На протяжении всей своей жизни Валерия Дмитриевна Лиорко (Пришвина) не могла преодолеть страх, что никто не поймет ее трагических метаний в поисках нравственного совершенства и абсолютной духовной полноты. Вот почему написать об этом было для нее и совершенно необходимо, и невероятно трудно. Так у В.Д. Пришвиной возник замысел автобиографического романа «Невидимый град», к работе над которым она обратилась во многом благодаря настоятельному совету М.М. Пришвина.
Ляля, как называли Валерию Лиорко домашние, обладала глубочайшим и «естественным, как биология», религиозным чувством, пробудившимся в ней с первых сознательных лет жизни. Уже при первом прочтении Евангелия ей запали в душу слова о совершенной любви, подобной солнцу: «А Я говорю вам: любите врагов ваших, благословляйте проклинающих вас и молитесь за обижающих вас». Так на самой заре жизни почувствовала она богатство любви как величайшую реальность бытия и исчерпывающий смысл своего существования.
Одним из самых значимых событий в жизни Валерии Дмитриевны, по ее собственному признанию, явилась встреча с Олегом Полем, философом и богословом, ставшим впоследствии монахом-пустынником. В личности Олега она увидела то самое счастье духовной жизни и единство бытия, о котором мечтала с детства. Этот незаурядный человек внес в ее сознание совершенно новое ощущение действительности, определяемое ею самой как ситуацию «мы с тобой»: «Все было тогда в единстве, и не было никакой внутренней борьбы, была простота, и это было однажды в моей жизни, и это было настоящим счастьем», – вспоминала она.
Основные идеи Олега Поля о современном, обновленном христианстве изложены в его философско-богословской работе «Остров достоверности», написанной в 1926 году среди кавказских пустынников и обращенной именно к Валерии Дмитриевне. В ней он впервые попытался совместить в сознании человека несовместимое – личную любовь и монашеское призвание. Современное монашество, по его мысли, это незаметная для людей обитель, сохраняющая предание о древнем подвижничестве и в то же время приобретшая новые формы, востребованные временем: «Мы мечтали, — вспоминает Валерия Дмитриевна, — не о том, почитаемом нами монашестве, которое предполагает жизнь вне времени – только с Богом. Мы стремились к жизни аскетической, но отнюдь не одинокой… «Мы с тобой» — в эту формулу включалось все нам дорогое: с нами будут жить близкие, единомысленные люди».
Древние иконы наводили на мысль о «царстве небесном как о радостном сосуществовании тварей, а не только как о совершенном устроении человеческой души». На иконах Воскресения и Преображения читалась «вера святых отцов в то, что и растения, и животные, а не одни только люди, сохраняются для вечности в замысле о них Творца». Это было сознание современного христианина, разительно отличное от древнего и заключающее понимание того, что разделение на «плоть» и «дух» соответствует разделению на «тот» мир и «этот». По словам Пришвина, считавшего во многом О. Поля своим единомышленником, это была борьба с «темным аскетизмом, принципиально разделяющим плоть как зло от духа как блага».
Но при этом любовь и бытие Олега Поля и Валерии Лиорко были пронизаны стремлением превратить реальность – в текст, подчинить жизнь смыслу.
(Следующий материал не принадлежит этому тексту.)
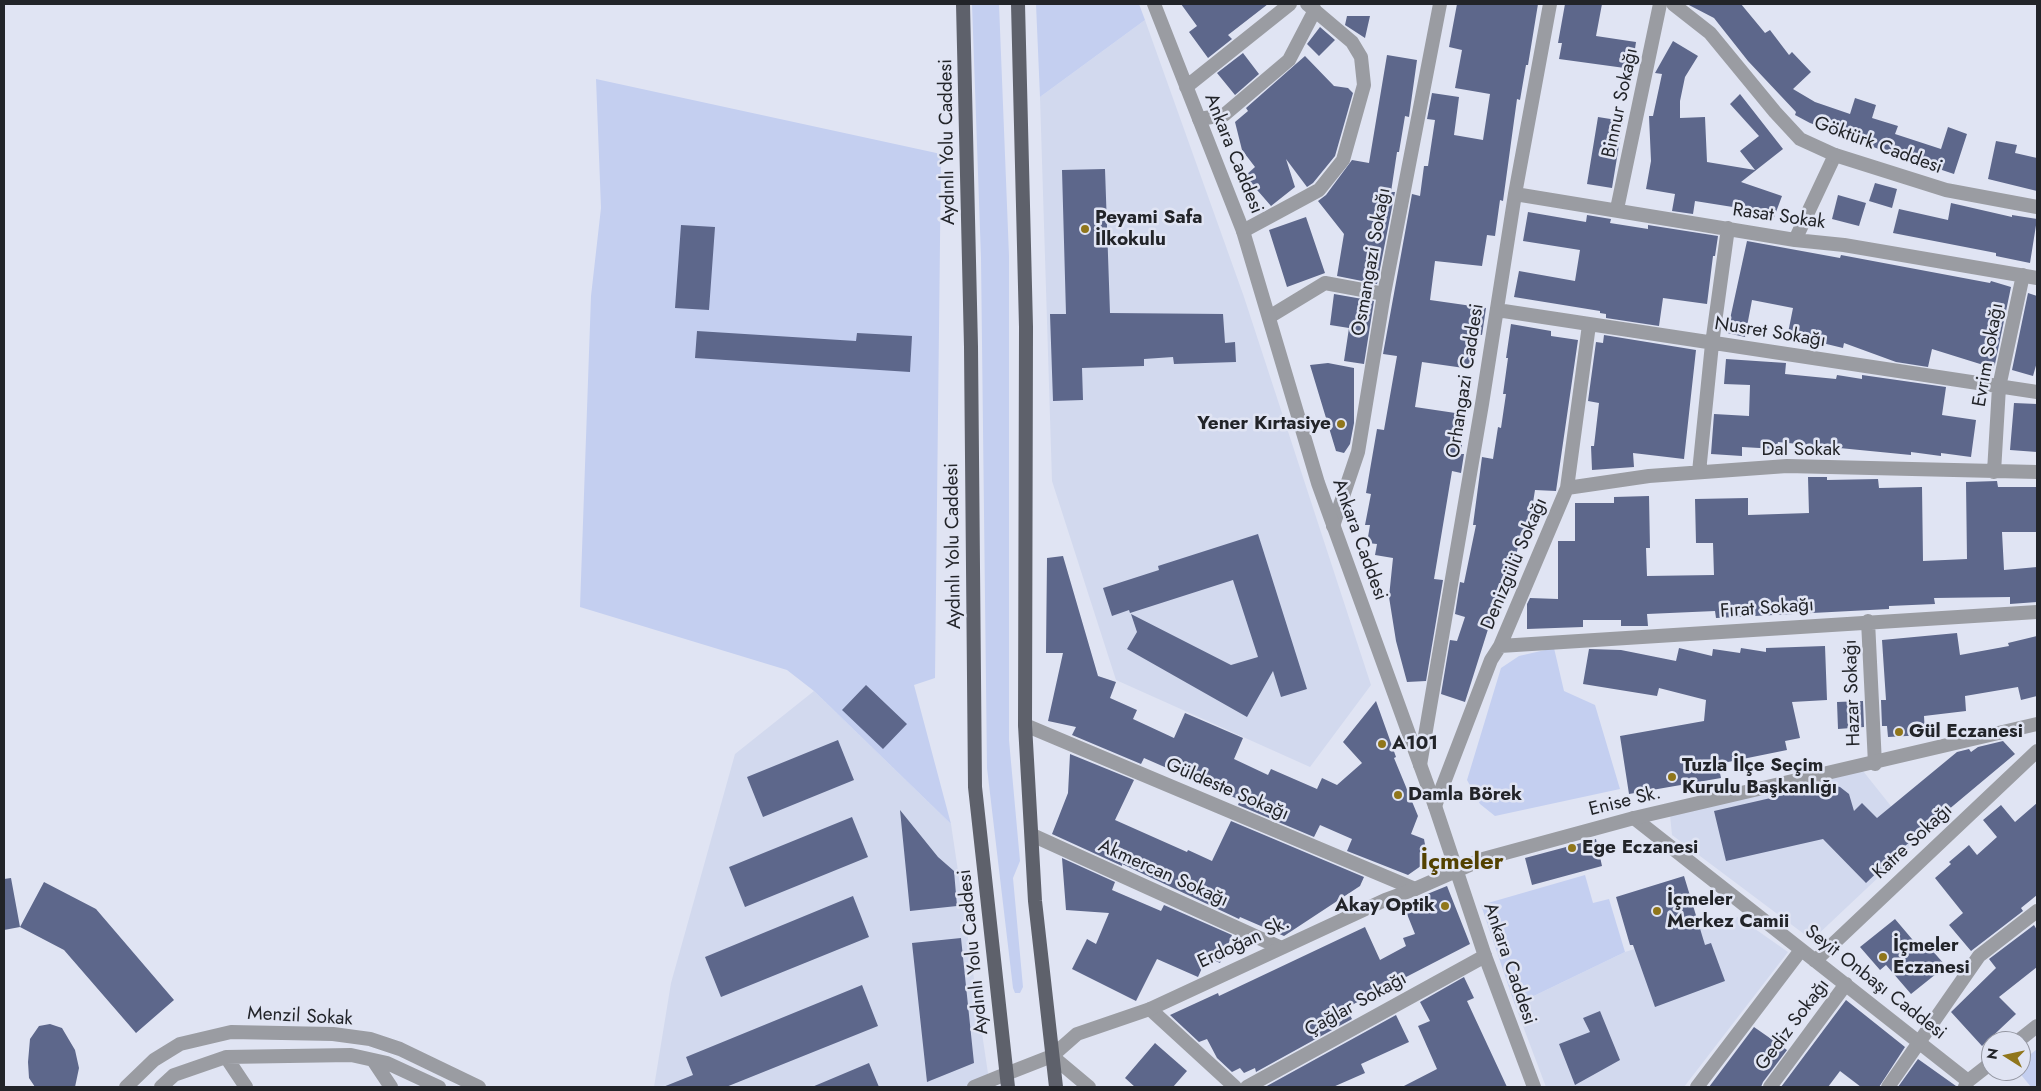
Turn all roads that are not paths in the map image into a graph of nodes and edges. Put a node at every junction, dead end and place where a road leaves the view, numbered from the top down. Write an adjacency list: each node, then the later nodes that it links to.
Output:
1 (963, 4): 57 (main road, Aydınlı Yolu Caddesi)
2 (1018, 4): 36 (main road)
3 (1154, 4): 10 (street, Ankara Caddesi)
4 (1290, 4): 10 (street)
5 (1440, 4): 20 (street, Osmangazi Sokağı)
6 (1550, 4): 13 (street, Orhangazi Caddesi)
7 (1660, 4): 15 (street, Binnur Sokağı)
8 (1673, 4): 12 (street, Göktürk Caddesi)
9 (1311, 7): 11 (street); 17 (street)
10 (1186, 87): 11 (street, Ankara Caddesi)
11 (1199, 119): 17 (street, Ankara Caddesi)
12 (1835, 155): 14 (street, Göktürk Caddesi); 18 (street)
13 (1515, 194): 15 (street, Rasat Sokak); 21 (street, Orhangazi Caddesi)
14 (2037, 207)
15 (1618, 210): 16 (street, Rasat Sokak)
16 (1728, 228): 18 (street, Rasat Sokak); 24 (street)
17 (1243, 231): 22 (street, Ankara Caddesi)
18 (1795, 240): 19 (street, Rasat Sokak)
19 (2030, 277): 25 (street, Evrim Sokağı)
20 (1384, 294): 22 (street); 31 (street, Osmangazi Sokağı)
21 (1497, 310): 23 (street, Nusret Sokağı); 39 (street, Orhangazi Caddesi)
22 (1269, 317): 31 (street, Ankara Caddesi)
23 (1589, 325): 24 (street, Nusret Sokağı); 30 (street, Denizgülü Sokağı)
24 (1712, 344): 25 (street, Nusret Sokağı); 27 (street)
25 (1999, 387): 26 (street, Nusret Sokağı); 28 (street, Evrim Sokağı)
26 (2037, 392)
27 (1699, 472): 28 (street, Dal Sokak); 30 (street, Dal Sokak)
28 (1994, 472): 29 (street, Dal Sokak)
29 (2037, 472)
30 (1567, 488): 34 (street, Denizgülü Sokağı)
31 (1333, 526): 39 (street, Ankara Caddesi)
32 (2037, 612): 33 (street, Fırat Sokağı)
33 (1868, 621): 34 (street, Fırat Sokağı); 38 (street, Hazar Sokağı)
34 (1500, 646): 40 (street, Denizgülü Sokağı)
35 (2037, 724): 38 (street, Enise Sk.)
36 (1025, 725): 42 (main road); 44 (street, Güldeste Sokağı)
37 (2037, 752): 49 (street, Katre Sokağı)
38 (1874, 764): 41 (street, Enise Sk.)
39 (1420, 765): 40 (street, Ankara Caddesi)
40 (1435, 806): 43 (street, Ankara Caddesi)
41 (1634, 818): 43 (street, Enise Sk.); 47 (street, Seyit Onbaşı Caddesi)
42 (1032, 835): 46 (street, Akmercan Sokağı); 53 (main road)
43 (1458, 871): 44 (street, Erdoğan Sk.); 48 (street, Ankara Caddesi)
44 (1415, 889): 46 (street, Erdoğan Sk.)
45 (2037, 910): 52 (street)
46 (1279, 948): 51 (street, Erdoğan Sk.)
47 (1801, 950): 49 (street, Seyit Onbaşı Caddesi); 71 (street)
48 (1484, 956): 69 (street, Çağlar Sokağı); 70 (street, Ankara Caddesi)
49 (1815, 961): 50 (street, Seyit Onbaşı Caddesi)
50 (1846, 984): 52 (street, Seyit Onbaşı Caddesi); 72 (street, Gediz Sokağı)
51 (1150, 1009): 53 (street, Erdoğan Sk.); 68 (street)
52 (1920, 1043): 58 (street, Seyit Onbaşı Caddesi); 73 (street)
53 (1052, 1056): 57 (street, Erdoğan Sk.); 66 (main road); 67 (street)
54 (226, 1057): 55 (street, Menzil Sokak); 60 (street, Menzil Sokak); 61 (street)
55 (373, 1060): 62 (street); 63 (street, Menzil Sokak)
56 (1981, 1071): 58 (street)
57 (1007, 1080): 65 (street, Erdoğan Sk.)
58 (1966, 1084)
59 (126, 1087): 64 (street, Menzil Sokak)
60 (161, 1087)
61 (246, 1087)
62 (391, 1087)
63 (438, 1087)
64 (479, 1087)
65 (974, 1087)
66 (1056, 1087)
67 (1089, 1087)
68 (1235, 1087)
69 (1247, 1087)
70 (1534, 1087)
71 (1697, 1087)
72 (1770, 1087)
73 (1888, 1087)

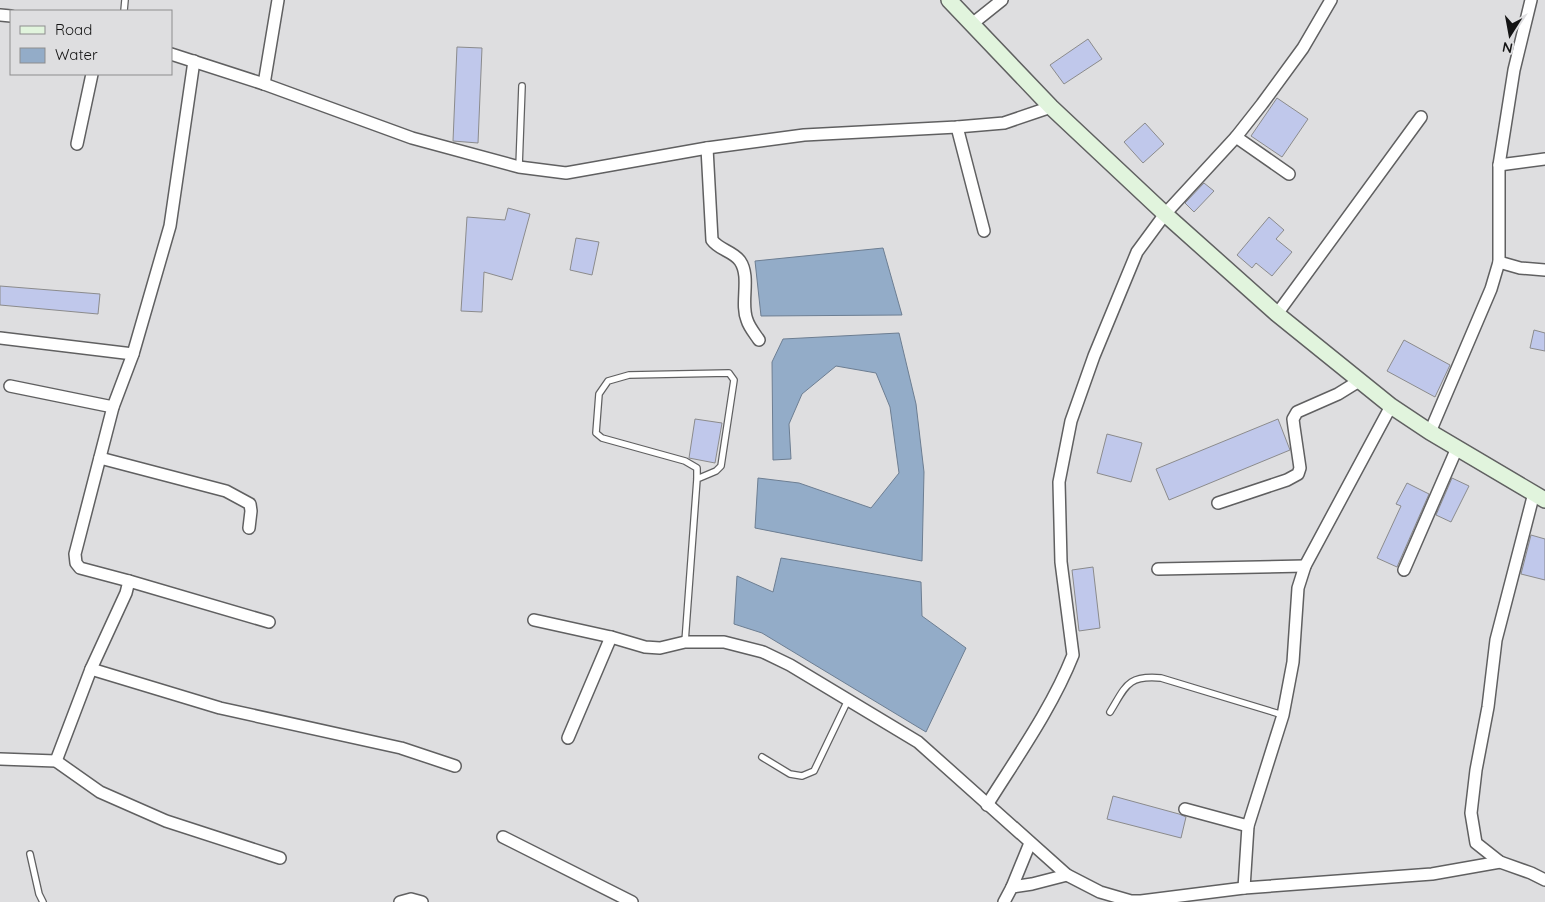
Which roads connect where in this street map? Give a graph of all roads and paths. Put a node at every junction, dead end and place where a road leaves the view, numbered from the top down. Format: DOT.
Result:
graph roads {
  1 [pos="278,0"];
  2 [pos="950,0"];
  3 [pos="1002,0"];
  4 [pos="1331,0"];
  5 [pos="1531,0"];
  6 [pos="972,24"];
  7 [pos="172,54"];
  8 [pos="194,61"];
  9 [pos="92,75"];
  10 [pos="264,84"];
  11 [pos="522,86"];
  12 [pos="1051,107"];
  13 [pos="1421,117"];
  14 [pos="957,127"];
  15 [pos="1236,137"];
  16 [pos="78,144"];
  17 [pos="707,148"];
  18 [pos="1545,159"];
  19 [pos="1500,165"];
  20 [pos="520,167"];
  21 [pos="1289,174"];
  22 [pos="1165,214"];
  23 [pos="984,231"];
  24 [pos="1500,262"];
  25 [pos="1545,270"];
  26 [pos="1277,314"];
  27 [pos="0,338"];
  28 [pos="759,340"];
  29 [pos="133,354"];
  30 [pos="1359,381"];
  31 [pos="10,386"];
  32 [pos="1391,406"];
  33 [pos="113,407"];
  34 [pos="1430,432"];
  35 [pos="1456,448"];
  36 [pos="100,458"];
  37 [pos="697,479"];
  38 [pos="1540,497"];
  39 [pos="1218,503"];
  40 [pos="248,528"];
  41 [pos="1305,566"];
  42 [pos="1158,569"];
  43 [pos="1404,570"];
  44 [pos="128,581"];
  45 [pos="534,620"];
  46 [pos="269,622"];
  47 [pos="611,637"];
  48 [pos="685,642"];
  49 [pos="91,669"];
  50 [pos="848,700"];
  51 [pos="1110,712"];
  52 [pos="1283,715"];
  53 [pos="568,738"];
  54 [pos="762,757"];
  55 [pos="0,759"];
  56 [pos="56,761"];
  57 [pos="455,766"];
  58 [pos="987,805"];
  59 [pos="1185,809"];
  60 [pos="1248,826"];
  61 [pos="503,837"];
  62 [pos="1030,843"];
  63 [pos="30,854"];
  64 [pos="280,858"];
  65 [pos="1500,862"];
  66 [pos="1067,875"];
  67 [pos="1545,880"];
  68 [pos="1012,887"];
  69 [pos="1244,888"];
  70 [pos="1136,901"];
  71 [pos="43,902"];
  72 [pos="400,902"];
  73 [pos="422,902"];
  74 [pos="632,902"];
  75 [pos="1004,902"];
  1 -- 10 [label="street"];
  2 -- 6 [label="main road"];
  3 -- 6 [label="street"];
  4 -- 15 [label="street"];
  5 -- 19 [label="street"];
  6 -- 12 [label="main road"];
  7 -- 8 [label="street"];
  8 -- 10 [label="street"];
  8 -- 29 [label="street"];
  9 -- 16 [label="street"];
  10 -- 20 [label="street"];
  11 -- 20 [label="lane"];
  12 -- 14 [label="street"];
  12 -- 22 [label="main road"];
  13 -- 26 [label="street"];
  14 -- 17 [label="street"];
  14 -- 23 [label="street"];
  15 -- 21 [label="street"];
  15 -- 22 [label="street"];
  17 -- 20 [label="street"];
  17 -- 28 [label="street"];
  18 -- 19 [label="street"];
  19 -- 24 [label="street"];
  22 -- 26 [label="main road"];
  22 -- 58 [label="street"];
  24 -- 25 [label="street"];
  24 -- 34 [label="street"];
  26 -- 30 [label="main road"];
  27 -- 29 [label="street"];
  29 -- 33 [label="street"];
  30 -- 32 [label="main road"];
  30 -- 39 [label="street"];
  31 -- 33 [label="street"];
  32 -- 34 [label="main road"];
  32 -- 41 [label="street"];
  33 -- 36 [label="street"];
  34 -- 35 [label="main road"];
  35 -- 38 [label="main road"];
  35 -- 43 [label="street"];
  36 -- 40 [label="street"];
  36 -- 44 [label="street"];
  37 -- 37 [label="lane"];
  37 -- 48 [label="lane"];
  38 -- 65 [label="street"];
  41 -- 42 [label="street"];
  41 -- 52 [label="street"];
  44 -- 46 [label="street"];
  44 -- 49 [label="street"];
  45 -- 47 [label="street"];
  47 -- 48 [label="street"];
  47 -- 53 [label="street"];
  48 -- 50 [label="street"];
  49 -- 56 [label="street"];
  49 -- 57 [label="street"];
  50 -- 54 [label="lane"];
  50 -- 58 [label="street"];
  51 -- 52 [label="lane"];
  52 -- 60 [label="street"];
  55 -- 56 [label="street"];
  56 -- 64 [label="street"];
  58 -- 62 [label="street"];
  59 -- 60 [label="street"];
  60 -- 69 [label="street"];
  61 -- 74 [label="street"];
  62 -- 66 [label="street"];
  62 -- 68 [label="street"];
  63 -- 71 [label="lane"];
  65 -- 67 [label="street"];
  65 -- 69 [label="street"];
  66 -- 68 [label="street"];
  66 -- 70 [label="street"];
  68 -- 75 [label="street"];
  69 -- 70 [label="street"];
  72 -- 73 [label="street"];
}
Свою любовь они пытались осуществить как совместное, чисто духовное творчество, напряженное духовное делание, создание иного мира здесь, на земле, исходя из своих умозрительных построений: «Я не помышлял о человеческой любви и молил Господа дать силу вступить на путь, который наставники наши назвали ангельским образом жития… Любовь земная страшится смерти, которая ставит ей преграду. Но царственно-человеческая любовь может завершиться только за вратами смерти… Залог грядущего воскресения – страсть бесстрастная. Нашу любовь я воспринимаю как послушание Христово», — писал Олег Поль.
Однако подобной, искусственно созданной и рационально-выверенной любви Ляле было уже недостаточно. Стремясь на голос своего призвания, она интуитивно искала в любви полноты не только духовного, но и земного чувства. Олег встретил все это опасливым обдумыванием. «У всякого принципа нет лица и внимания к людям. Вот почему все принципиальное – безжалостно… Закон, обобщение, метод… соблазн «метода» — вот этого страшного искушения нет в Евангелии», — записывает впоследствии Пришвин, размышляя об Олеге.
Валерия Дмитриевна, в отличие от Олега Поля, искала такую жизненную реальность, которая ставит этот казалось бы невозможный знак равенства между любовью и смыслом. «Внешне этот путь будет походить на утомительное блуждание среди не понимавших меня людей. Моим спасением в далеком будущем, — писала Валерия Дмитриевна, — явится встреча с Михаилом Пришвиным, единомысленным человеком, с которым мы будем жить воистину в одно дыхание».